**Task instructions**
Scan the entries for the word "dead" and report how many lines contain it, as a number with no other words.

Segment Start: Input for this task

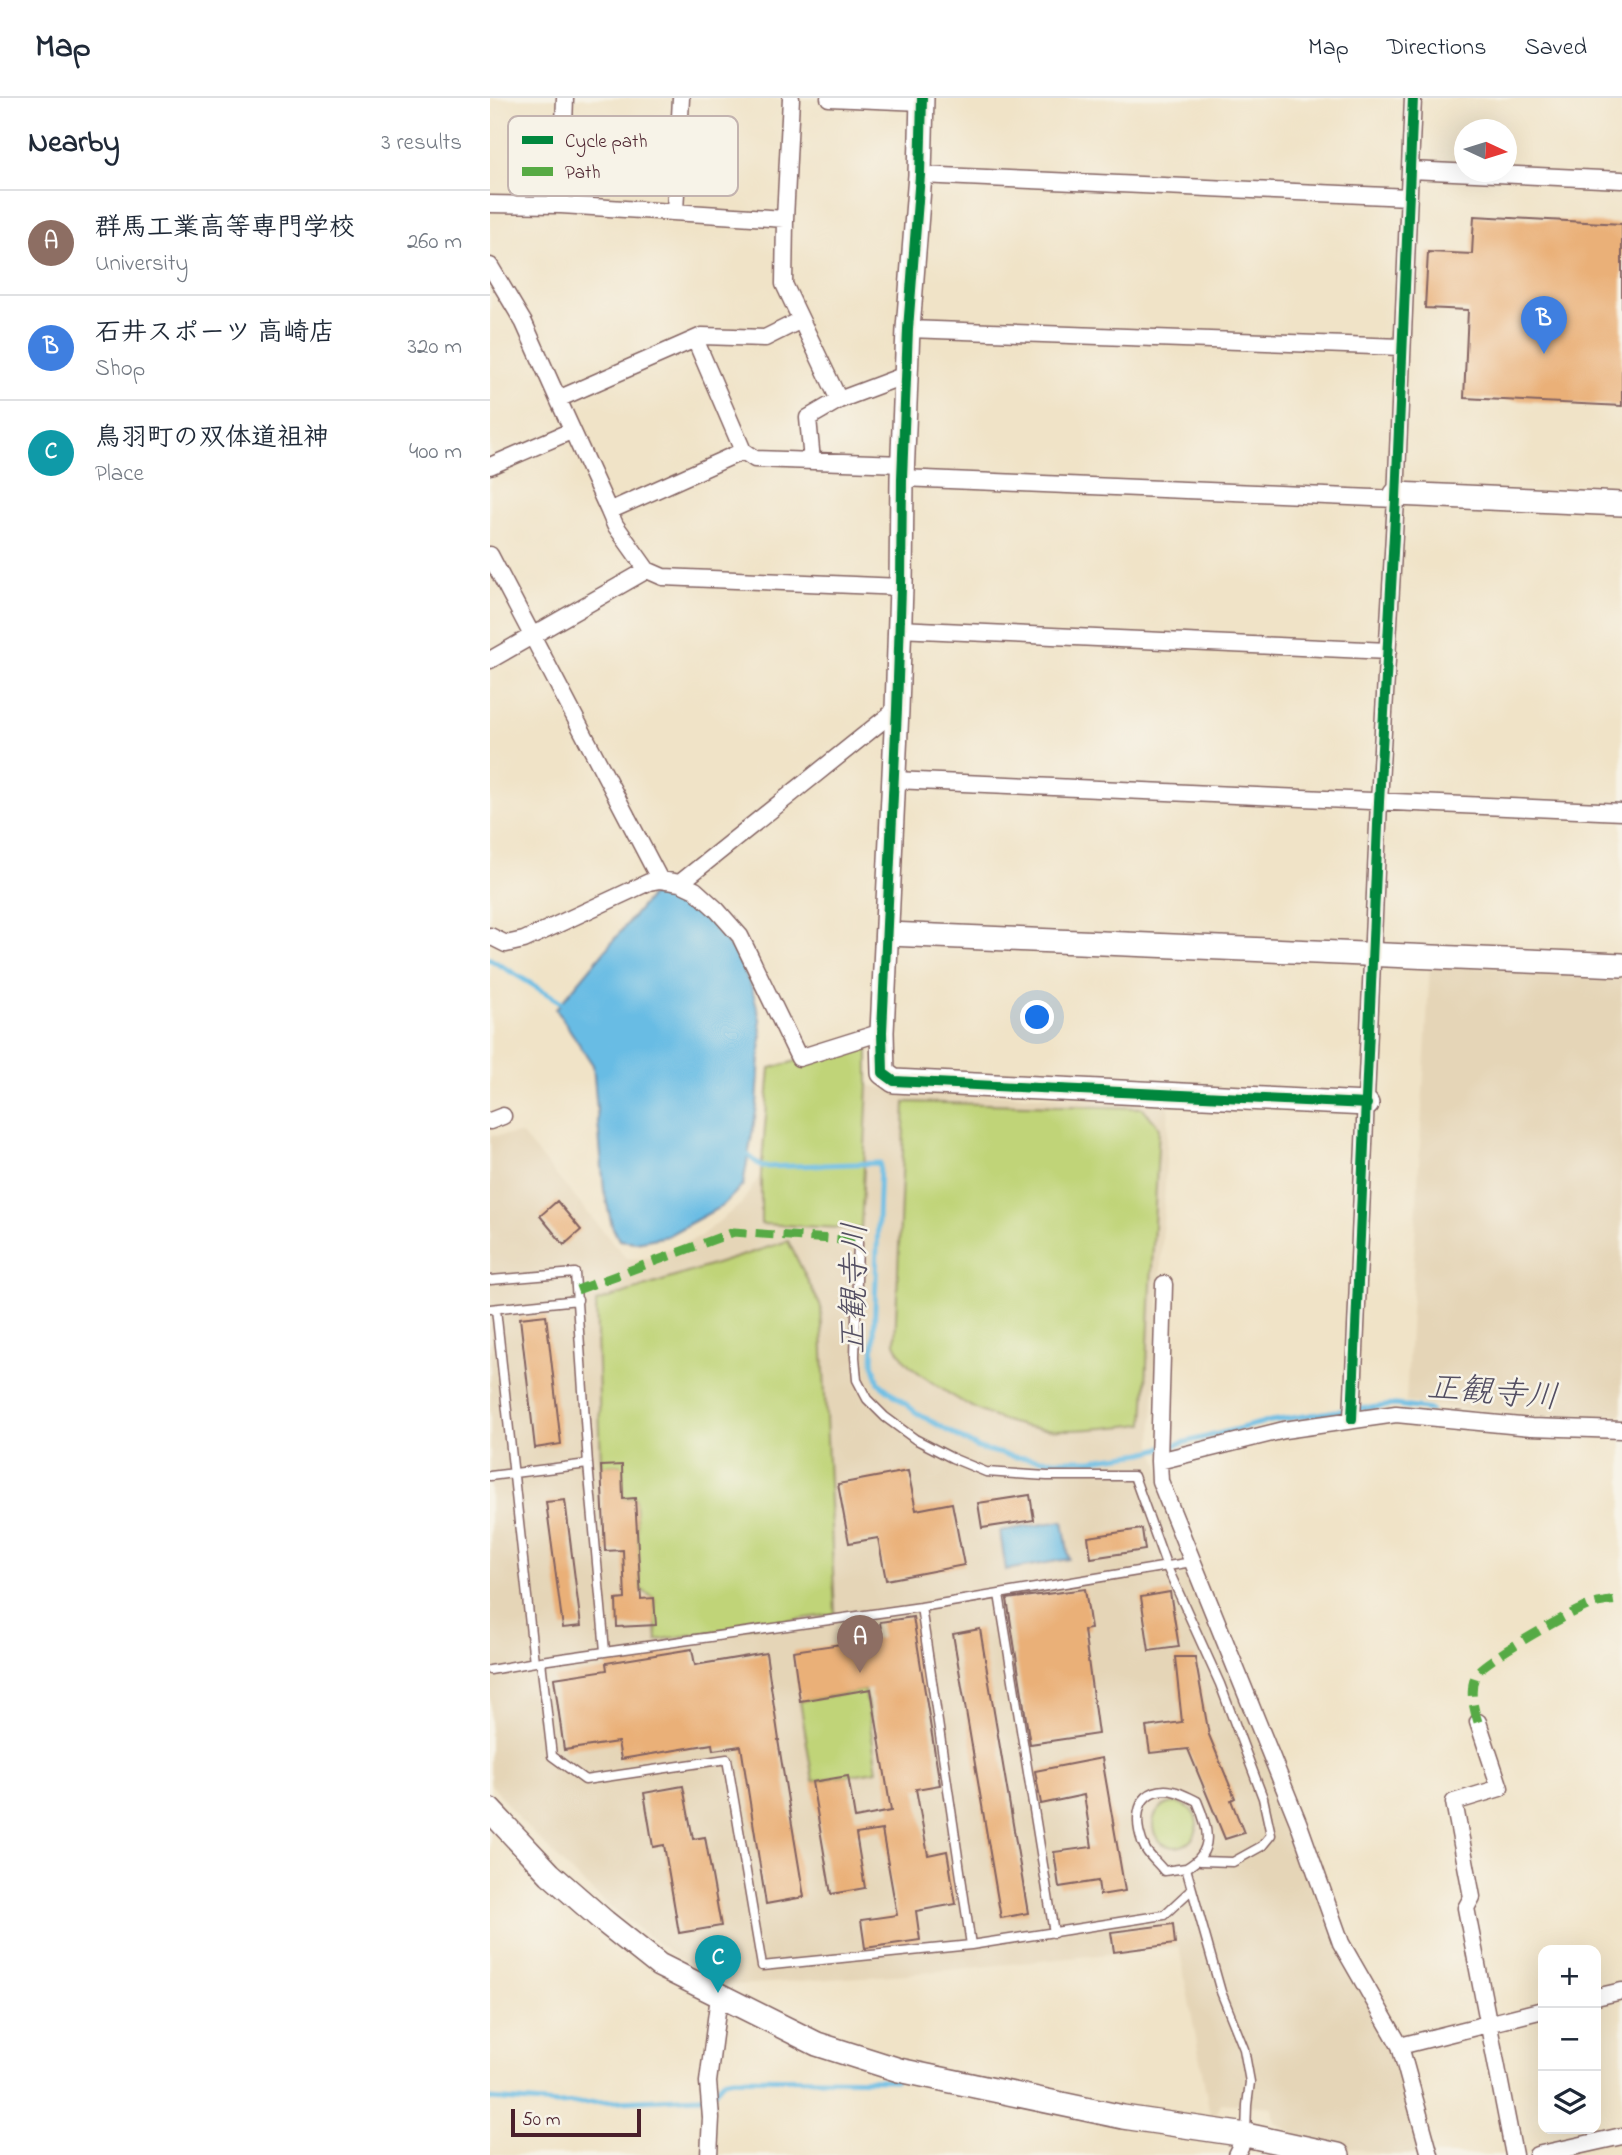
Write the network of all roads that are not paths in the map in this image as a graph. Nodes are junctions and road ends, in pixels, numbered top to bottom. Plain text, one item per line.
1 (565, 98) edge
2 (681, 98) edge
3 (791, 98) edge
4 (829, 98) edge
5 (1413, 98) edge
6 (922, 100) edge
7 (564, 116) edge
8 (680, 116) edge
9 (1410, 170) junction
10 (920, 175) junction
11 (1622, 180) edge
12 (561, 196) edge
13 (676, 196) edge
14 (1409, 197) junction
15 (490, 204) edge
16 (561, 205) junction
17 (675, 211) junction
18 (785, 219) junction
19 (490, 266) edge
20 (801, 320) junction
21 (908, 329) junction
22 (695, 339) junction
23 (1402, 347) junction
24 (908, 374) junction
25 (558, 399) junction
26 (839, 400) junction
27 (571, 431) junction
28 (743, 451) junction
29 (812, 461) junction
30 (490, 466) edge
31 (902, 471) junction
32 (1396, 496) junction
33 (1622, 504) edge
34 (609, 511) junction
35 (490, 555) edge
36 (647, 570) junction
37 (901, 587) junction
38 (898, 629) junction
39 (533, 637) junction
40 (1388, 651) junction
41 (490, 660) edge
42 (897, 709) junction
43 (894, 780) junction
44 (1379, 802) junction
45 (1622, 811) edge
46 (660, 880) junction
47 (680, 883) junction
48 (887, 934) junction
49 (490, 936) edge
50 (1373, 953) junction
51 (1622, 965) edge
52 (882, 1032) junction
53 (1367, 1104) junction
54 (858, 1241) dead end
55 (490, 1280) edge
56 (1164, 1284) dead end
57 (578, 1300) junction
58 (493, 1309) edge
59 (1352, 1419) junction
60 (1622, 1430) edge
61 (1159, 1461) junction
62 (588, 1464) junction
63 (512, 1474) junction
64 (490, 1476) edge
65 (1192, 1562) junction
66 (1167, 1567) junction
67 (999, 1594) junction
68 (921, 1607) junction
69 (605, 1651) junction
70 (537, 1661) junction
71 (490, 1670) edge
72 (1478, 1722) dead end
73 (493, 1818) edge
74 (1199, 1861) junction
75 (1186, 1868) junction
76 (1191, 1890) junction
77 (1054, 1933) junction
78 (971, 1945) junction
79 (1622, 1990) edge
80 (719, 1996) junction
81 (1601, 1996) edge
82 (1538, 2011) edge
83 (1488, 2024) junction
84 (1399, 2046) junction
85 (1622, 2136) edge
86 (1241, 2145) edge
87 (1325, 2154) edge
88 (709, 2155) edge
89 (1430, 2155) edge
90 (1514, 2155) edge
91 (1536, 2155) edge

1 - 7 street
2 - 8 street
3 - 18 street
4 - 6 street
5 - 9 street
6 - 10 street
9 - 11 street
9 - 14 street
10 - 14 street
10 - 21 street
12 - 16 street
13 - 17 street
14 - 23 street
15 - 16 street
16 - 17 street
17 - 18 street
18 - 20 street
19 - 25 street
20 - 22 street
20 - 26 street
21 - 23 street
21 - 24 street
22 - 25 street
22 - 28 street
23 - 32 street
24 - 26 street
24 - 31 street
25 - 27 street
26 - 29 street
27 - 30 street
27 - 34 street
28 - 29 street
28 - 34 street
29 - 31 street
31 - 32 street
31 - 37 street
32 - 33 street
32 - 40 street
34 - 36 street
35 - 39 street
36 - 37 street
36 - 39 street
37 - 38 street
38 - 40 street
38 - 42 street
39 - 41 street
39 - 46 street
40 - 44 street
42 - 43 street
42 - 47 street
43 - 44 street
43 - 48 street
44 - 45 street
44 - 50 street
46 - 47 street
46 - 49 street
47 - 52 street
48 - 50 street
48 - 52 street
50 - 51 street
50 - 53 street
52 - 53 street
53 - 59 street
54 - 66 lane
55 - 57 lane
56 - 61 street
57 - 58 lane
57 - 62 lane
58 - 63 lane
59 - 60 street
59 - 61 street
61 - 65 street
62 - 63 lane
62 - 69 lane
63 - 64 lane
63 - 70 lane
65 - 66 lane
65 - 84 street
66 - 67 lane
66 - 74 lane
67 - 68 lane
67 - 77 lane
68 - 69 lane
68 - 78 lane
69 - 70 lane
70 - 71 lane
70 - 78 lane
72 - 83 street
73 - 80 street
74 - 75 lane
74 - 75 lane
75 - 76 lane
76 - 77 lane
76 - 86 lane
77 - 78 lane
79 - 81 street
80 - 86 street
80 - 88 street
82 - 83 street
83 - 84 street
83 - 90 street
84 - 89 street
85 - 91 street
86 - 87 street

Segment End: Input for this task

**Answer to the exercise**
3